Mulgoa covers an area of 5,530 hectares, south of the Penrith suburbs of Regentville and Glenmore Park.
Mulgoa takes its name from the Mulgoa people who were the indigenousinhabitants of the area and spoke the Dharug language. The name is believed to mean black swan. The Mulgoa weren’t the only inhabitants of the area. They shared the Mulgoa Valley with the Gandangara people of the Southern Highlands, whose territory extended up into the Blue Mountains. They lived a hunter-gatherer lifestyle governed by traditional laws, which had their origins in the Dreamtime. Their homes were bark huts called ‘gunyahs’. They hunted kangaroos and emus for meat, and gathered yams, berries and other native plants.

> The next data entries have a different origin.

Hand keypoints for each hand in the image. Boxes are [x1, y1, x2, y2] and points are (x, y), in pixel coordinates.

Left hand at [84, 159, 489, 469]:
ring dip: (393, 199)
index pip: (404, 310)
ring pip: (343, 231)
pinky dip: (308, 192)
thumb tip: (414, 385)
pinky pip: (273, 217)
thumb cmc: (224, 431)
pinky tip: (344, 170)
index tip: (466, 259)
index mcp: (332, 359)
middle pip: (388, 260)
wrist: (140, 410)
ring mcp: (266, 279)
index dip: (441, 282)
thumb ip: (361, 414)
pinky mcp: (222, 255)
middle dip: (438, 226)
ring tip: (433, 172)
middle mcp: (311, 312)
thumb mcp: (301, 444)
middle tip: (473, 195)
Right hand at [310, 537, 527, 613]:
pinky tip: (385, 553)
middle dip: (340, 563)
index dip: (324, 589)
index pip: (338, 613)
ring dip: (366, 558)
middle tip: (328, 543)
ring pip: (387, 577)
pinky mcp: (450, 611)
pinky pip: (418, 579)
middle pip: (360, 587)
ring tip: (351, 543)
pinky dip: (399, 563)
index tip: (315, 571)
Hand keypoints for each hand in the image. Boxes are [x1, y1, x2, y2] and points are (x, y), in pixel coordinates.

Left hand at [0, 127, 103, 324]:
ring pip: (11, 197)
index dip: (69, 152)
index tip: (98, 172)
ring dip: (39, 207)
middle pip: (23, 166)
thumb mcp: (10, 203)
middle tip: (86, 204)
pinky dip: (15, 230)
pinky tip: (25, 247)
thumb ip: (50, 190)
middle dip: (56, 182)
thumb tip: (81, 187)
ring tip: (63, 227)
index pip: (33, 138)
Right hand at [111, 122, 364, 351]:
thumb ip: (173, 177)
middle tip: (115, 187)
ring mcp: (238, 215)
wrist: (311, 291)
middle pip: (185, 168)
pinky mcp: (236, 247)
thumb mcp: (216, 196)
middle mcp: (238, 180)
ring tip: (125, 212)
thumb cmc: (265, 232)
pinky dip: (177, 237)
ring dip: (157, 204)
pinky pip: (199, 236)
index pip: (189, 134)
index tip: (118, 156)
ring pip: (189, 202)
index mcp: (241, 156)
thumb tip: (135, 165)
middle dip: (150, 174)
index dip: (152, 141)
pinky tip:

Following the arrival of the First Fleet in Sydney, there were a number of bloody battles between the British settlers and the local indigenous people in this area, however, it is believed that the Mulgoa people were generally peaceful and most of the clashes were with the Gandangara. The first government land grants in the area were made in 1810 to Edward Cox, the four-year-old son of Captain William Cox, who constructed a famous road across the Blue Mountains in 1814. William Cox built The Cottage on the land in about 1811. Fernhill, a much grander residence with associated gardens, now heritage-listed, was completed in the 1840s, although the proposed second-storey was never added. Not far away dwelt Cox’s friend Sir John Jamison, who erected the colony’s finest mansion, Regentville House, in 1824, on an eminence overlooking the Nepean River. In 1821, three large land grants were made on the Nepean at Mulgoa to the Norton family: James Norton, the founder of Sydney’s first law firm and his father and brother, Nathaniel.
The centre of Mulgoa’s spiritual life in the colonial era was St Thomas’ Anglican Church, which dates from 1838. It was the first public building in the Mulgoa Valley and was constructed out of sandstone and cedar on paddocks donated by the Cox family, with Sir John Jamison serving as one of its patrons. The Reverend Thomas Cooper Makinson was St Thomas’ inaugural rector. Attached to the church was Mulgoa’s first school which operated until 1871–72, when the Mulgoa Provisional School replaced it.
In 1893, Mulgoa’s population was sufficiently large to be granted the status of a municipality. Its area extended beyond the current suburb boundaries. In 1949, however, council rationalisations led to it merging with Penrith, St Marys and Castlereagh into a larger Penrith Municipality. These days, Mulgoa is still primarily a rural area.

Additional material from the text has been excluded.